Vlugt niet, lief lonkertje! vlugt niet, lief beestje! neen!
Wy gaan, al denkende, voorby uw nestje heen,
Terwyl het glansryk kleed, waarmeê gy zyt omtoogen,
Door kaatsing van de zon, ons straalen schiet in de oogen.
Kweek uwe jongen en vermeerder op deez' hof!
Zie daar twee tuinen, die myn leidsvrouw nieuwe stof
Verschaffen, opgehoopt met keur van lekkernyen,
Met bloemen, planten, en een tal van kruideryen
Der oude waerelden, uit zaaden aangeteeld:
't Schynt dat natuur om 't zeerst in ieder blaadje speelt.
Vervolgen wy de laan tot naar de koffiboomen:
Hier toont zich aan myn oog een zee van vruchtbre stroomen.
Het speelend windje buigt de takken op en neêr,
En toont dus aan ons oog hun schatten meer en meer.
| |
| |
De boomen schynen hier elkander uit te daagen,
Wie of de meeste vracht van koffi heeft te draagen:
't Staat heerlyk overal, waar 't oog zich keere en wend':
Geen enkle schraale plaats is op deez' hof bekend;
En nu de zuurten zyn getrokken uit deeze aarde,
Bezit dit land in zich Bene onuitputbre waarde.

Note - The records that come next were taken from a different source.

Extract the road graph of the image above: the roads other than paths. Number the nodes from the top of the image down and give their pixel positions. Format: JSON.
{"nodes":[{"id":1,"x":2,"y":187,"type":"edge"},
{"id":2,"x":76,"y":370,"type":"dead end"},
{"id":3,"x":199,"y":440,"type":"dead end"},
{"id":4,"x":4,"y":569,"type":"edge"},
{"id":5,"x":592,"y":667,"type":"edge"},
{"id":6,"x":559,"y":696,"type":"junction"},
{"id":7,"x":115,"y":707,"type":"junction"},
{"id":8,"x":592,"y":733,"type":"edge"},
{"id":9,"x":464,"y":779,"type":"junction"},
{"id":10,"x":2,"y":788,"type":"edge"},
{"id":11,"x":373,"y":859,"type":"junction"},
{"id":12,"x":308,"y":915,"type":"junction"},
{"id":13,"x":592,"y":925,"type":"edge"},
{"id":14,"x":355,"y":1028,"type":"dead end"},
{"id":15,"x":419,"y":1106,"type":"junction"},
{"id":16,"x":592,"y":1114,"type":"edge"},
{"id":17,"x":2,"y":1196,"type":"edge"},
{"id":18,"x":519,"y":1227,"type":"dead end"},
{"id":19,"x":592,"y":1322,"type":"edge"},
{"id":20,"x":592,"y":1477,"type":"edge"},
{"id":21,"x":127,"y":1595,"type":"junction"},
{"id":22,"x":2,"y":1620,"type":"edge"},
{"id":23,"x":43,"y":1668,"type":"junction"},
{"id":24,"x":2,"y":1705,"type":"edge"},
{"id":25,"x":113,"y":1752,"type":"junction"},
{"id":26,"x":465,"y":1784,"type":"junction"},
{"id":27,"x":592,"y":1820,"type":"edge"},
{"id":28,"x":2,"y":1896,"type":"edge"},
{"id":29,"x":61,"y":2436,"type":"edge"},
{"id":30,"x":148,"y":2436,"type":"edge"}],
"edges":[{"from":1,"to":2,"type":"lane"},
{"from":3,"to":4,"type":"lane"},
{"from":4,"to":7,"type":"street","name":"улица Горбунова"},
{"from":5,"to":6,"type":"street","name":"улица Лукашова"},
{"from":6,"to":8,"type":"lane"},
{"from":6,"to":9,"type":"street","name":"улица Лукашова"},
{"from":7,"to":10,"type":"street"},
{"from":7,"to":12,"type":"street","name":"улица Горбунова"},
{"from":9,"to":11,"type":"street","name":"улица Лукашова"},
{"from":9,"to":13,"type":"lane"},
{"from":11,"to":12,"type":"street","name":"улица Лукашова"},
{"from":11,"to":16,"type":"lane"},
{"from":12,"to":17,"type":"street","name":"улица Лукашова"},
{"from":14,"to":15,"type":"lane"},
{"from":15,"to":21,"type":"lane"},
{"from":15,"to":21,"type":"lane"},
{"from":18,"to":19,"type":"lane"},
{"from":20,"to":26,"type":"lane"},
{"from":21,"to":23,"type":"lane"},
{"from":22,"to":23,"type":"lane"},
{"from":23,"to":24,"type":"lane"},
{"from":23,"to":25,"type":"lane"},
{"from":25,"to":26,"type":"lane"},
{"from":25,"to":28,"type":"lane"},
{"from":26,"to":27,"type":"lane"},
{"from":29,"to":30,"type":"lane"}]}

Uw schoonheid neemt ons in, doch echter 't voegt dat wy
Ook de aandacht vesten op de hoven hier ter zy',
En 't belge u niet, wanneer wy gaan op moed en kommer,
Langs 't heerlykst middenpad, in 't heuglyk koffilommer;
Dit strekke, ô annaaszorg! u geenszins tot verdriet:
Uw treslyk middenpad zwicht voor haar schoonheid niet.
Het belge u niet, wanneer wy van den kring der streeken
Van 't statig limeshoop, of van zyn' nabuur spreeken;
Twee hoven, waar natuur en kunst te saamen woont;
Of als wy zeggen, hoe zich fredrikslust vertoont,
Zo prat rondom het huis, als trots in zyne gronden:
Uw luister word hierdoor in 't minste niet geschonden;
En, schoon verrukking in dit oord zit op den troon,
Hecht gy de paerel toch aan dees plantaadjekroon.
't Lust ons uw heerlykheid niet verder af te meeten:
Myn dichtluim zou misschien hierin zichzelv' vergeeten,
| |
| |
En bloemen rooven van het kransje, dat ik vlocht
Voor andre hoven, eer ik deeze streek bezocht.
Dus zy u dit genoeg. En gy, ô eigenaaren!
Bebouwers van deez' hof! ontvonkt uw hartaltaaren,
Met dankende offers, voor de groote zegening,
Die elk van 's Hemels hand op deezen hof ontfing:
Elk boom, elk botje, moet u stof tot danken geeven;
Dus doende zult gy, hier op aarde, als englen leeven,
Tot heil en van uzelv' en van uw' medemensch:
Dit is myn hoop, myn beê, dit is myn waare wensch.